Whenever a line below holds the word "bottom", copy that line.
________________________________________
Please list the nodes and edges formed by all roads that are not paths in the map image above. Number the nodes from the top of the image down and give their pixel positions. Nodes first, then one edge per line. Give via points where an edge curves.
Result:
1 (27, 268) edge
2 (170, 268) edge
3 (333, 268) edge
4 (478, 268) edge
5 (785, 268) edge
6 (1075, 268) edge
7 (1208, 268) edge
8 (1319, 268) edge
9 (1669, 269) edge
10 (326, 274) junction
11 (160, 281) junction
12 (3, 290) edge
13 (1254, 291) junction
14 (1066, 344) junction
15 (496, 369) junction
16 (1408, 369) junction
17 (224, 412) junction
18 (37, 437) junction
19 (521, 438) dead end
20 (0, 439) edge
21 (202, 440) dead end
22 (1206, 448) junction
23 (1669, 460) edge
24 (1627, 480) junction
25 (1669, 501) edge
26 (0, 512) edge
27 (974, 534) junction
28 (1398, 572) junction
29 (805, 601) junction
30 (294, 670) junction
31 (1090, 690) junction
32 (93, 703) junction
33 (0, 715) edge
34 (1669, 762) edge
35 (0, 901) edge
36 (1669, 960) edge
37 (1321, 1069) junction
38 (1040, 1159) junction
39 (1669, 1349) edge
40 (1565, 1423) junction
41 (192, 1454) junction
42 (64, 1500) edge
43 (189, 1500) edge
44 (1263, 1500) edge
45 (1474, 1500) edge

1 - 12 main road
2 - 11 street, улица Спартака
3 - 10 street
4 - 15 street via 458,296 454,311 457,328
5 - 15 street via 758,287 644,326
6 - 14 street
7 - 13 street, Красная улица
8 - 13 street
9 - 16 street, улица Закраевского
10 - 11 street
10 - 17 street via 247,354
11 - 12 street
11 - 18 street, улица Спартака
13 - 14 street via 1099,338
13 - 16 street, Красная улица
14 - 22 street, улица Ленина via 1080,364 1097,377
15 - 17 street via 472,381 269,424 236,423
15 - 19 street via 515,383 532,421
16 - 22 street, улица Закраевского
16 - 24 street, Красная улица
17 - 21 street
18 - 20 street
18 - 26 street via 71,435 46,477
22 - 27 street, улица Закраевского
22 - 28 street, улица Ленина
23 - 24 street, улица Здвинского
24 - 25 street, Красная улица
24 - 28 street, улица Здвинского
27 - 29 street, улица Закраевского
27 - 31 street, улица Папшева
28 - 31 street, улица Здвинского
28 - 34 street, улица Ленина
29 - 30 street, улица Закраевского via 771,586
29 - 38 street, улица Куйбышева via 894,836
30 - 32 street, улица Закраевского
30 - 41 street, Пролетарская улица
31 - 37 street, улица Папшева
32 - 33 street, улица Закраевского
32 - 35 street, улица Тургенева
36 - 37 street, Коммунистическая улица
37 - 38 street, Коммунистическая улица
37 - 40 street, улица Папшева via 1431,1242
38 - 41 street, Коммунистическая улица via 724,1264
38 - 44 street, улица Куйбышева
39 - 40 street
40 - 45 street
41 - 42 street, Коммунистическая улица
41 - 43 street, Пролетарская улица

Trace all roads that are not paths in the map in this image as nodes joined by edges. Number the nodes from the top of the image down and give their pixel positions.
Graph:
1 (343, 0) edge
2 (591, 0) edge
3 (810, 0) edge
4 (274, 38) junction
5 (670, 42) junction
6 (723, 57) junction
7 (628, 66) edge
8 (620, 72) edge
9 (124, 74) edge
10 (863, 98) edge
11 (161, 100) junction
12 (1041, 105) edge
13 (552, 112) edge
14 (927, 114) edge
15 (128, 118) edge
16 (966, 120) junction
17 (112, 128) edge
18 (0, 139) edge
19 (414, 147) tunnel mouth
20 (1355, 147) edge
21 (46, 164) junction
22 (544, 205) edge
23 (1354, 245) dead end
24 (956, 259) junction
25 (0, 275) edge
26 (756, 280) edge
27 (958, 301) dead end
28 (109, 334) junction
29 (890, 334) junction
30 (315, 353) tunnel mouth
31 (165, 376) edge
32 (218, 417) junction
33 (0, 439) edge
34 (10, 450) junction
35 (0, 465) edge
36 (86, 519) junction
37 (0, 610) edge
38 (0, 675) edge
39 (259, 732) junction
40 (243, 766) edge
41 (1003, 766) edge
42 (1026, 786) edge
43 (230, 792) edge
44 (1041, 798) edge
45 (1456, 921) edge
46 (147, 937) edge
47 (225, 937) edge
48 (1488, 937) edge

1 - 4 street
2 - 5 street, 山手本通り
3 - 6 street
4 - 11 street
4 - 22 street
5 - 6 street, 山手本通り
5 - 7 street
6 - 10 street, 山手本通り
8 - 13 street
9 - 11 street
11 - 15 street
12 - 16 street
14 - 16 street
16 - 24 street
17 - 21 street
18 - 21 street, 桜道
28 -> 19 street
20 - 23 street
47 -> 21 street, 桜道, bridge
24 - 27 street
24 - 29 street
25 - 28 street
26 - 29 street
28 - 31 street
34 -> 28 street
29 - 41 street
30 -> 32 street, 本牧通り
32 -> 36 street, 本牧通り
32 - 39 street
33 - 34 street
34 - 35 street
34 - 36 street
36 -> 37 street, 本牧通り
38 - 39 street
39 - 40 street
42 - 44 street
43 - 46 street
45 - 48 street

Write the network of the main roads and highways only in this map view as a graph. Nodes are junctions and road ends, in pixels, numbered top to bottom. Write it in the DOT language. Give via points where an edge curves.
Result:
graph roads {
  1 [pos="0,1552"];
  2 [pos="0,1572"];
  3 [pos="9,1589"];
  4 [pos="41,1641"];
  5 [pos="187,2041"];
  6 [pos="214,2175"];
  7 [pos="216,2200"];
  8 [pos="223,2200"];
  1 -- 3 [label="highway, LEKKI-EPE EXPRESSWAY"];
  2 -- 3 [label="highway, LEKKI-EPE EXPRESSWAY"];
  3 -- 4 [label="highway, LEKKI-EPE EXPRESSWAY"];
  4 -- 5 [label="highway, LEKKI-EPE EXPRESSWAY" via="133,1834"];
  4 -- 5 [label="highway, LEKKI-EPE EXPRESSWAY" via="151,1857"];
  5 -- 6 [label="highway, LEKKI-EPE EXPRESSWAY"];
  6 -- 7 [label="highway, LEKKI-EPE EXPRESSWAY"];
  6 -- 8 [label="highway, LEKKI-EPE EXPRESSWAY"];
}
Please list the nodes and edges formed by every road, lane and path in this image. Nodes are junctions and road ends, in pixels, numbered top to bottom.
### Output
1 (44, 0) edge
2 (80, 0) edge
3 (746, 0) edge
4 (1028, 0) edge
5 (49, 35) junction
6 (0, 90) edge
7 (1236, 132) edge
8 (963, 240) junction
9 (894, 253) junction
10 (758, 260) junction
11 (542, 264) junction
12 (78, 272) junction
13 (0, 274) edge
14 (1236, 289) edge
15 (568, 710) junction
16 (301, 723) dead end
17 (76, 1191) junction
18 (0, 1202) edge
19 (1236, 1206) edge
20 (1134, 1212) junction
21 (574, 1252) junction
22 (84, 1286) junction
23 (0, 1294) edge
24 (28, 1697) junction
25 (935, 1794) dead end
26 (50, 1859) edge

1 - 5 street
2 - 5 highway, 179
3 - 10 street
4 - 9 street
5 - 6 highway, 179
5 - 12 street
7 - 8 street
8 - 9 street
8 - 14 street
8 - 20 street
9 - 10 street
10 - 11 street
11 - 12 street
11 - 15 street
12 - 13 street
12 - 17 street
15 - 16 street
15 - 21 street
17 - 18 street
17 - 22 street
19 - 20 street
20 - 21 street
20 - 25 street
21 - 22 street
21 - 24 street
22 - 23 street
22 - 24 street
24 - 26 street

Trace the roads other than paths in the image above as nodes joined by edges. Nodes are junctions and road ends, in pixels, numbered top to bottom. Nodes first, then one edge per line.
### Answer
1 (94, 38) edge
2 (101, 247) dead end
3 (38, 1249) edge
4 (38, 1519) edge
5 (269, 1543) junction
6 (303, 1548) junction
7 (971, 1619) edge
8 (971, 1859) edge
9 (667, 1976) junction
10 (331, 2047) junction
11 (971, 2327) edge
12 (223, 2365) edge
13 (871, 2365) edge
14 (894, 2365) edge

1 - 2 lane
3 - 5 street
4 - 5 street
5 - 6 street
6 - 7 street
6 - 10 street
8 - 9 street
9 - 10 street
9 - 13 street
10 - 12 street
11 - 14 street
________________________________________
» RESULT OF THIS TASK
Write the network of the main roads and highways only in this map view as a graph. Nodes are junctions and road ends, in pixels, numbered top to bottom. Write it in the DOT language. Give via points where an edge curves.
Please list the nodes and edges formed by every road, lane and path in this image. Nodes are junctions and road ends, in pixels, numbered top to bottom.
Trace the roads other than paths in the image above as nodes joined by edges. Nodes are junctions and road ends, in pixels, numbered top to bottom. Nodes first, then one edge per line.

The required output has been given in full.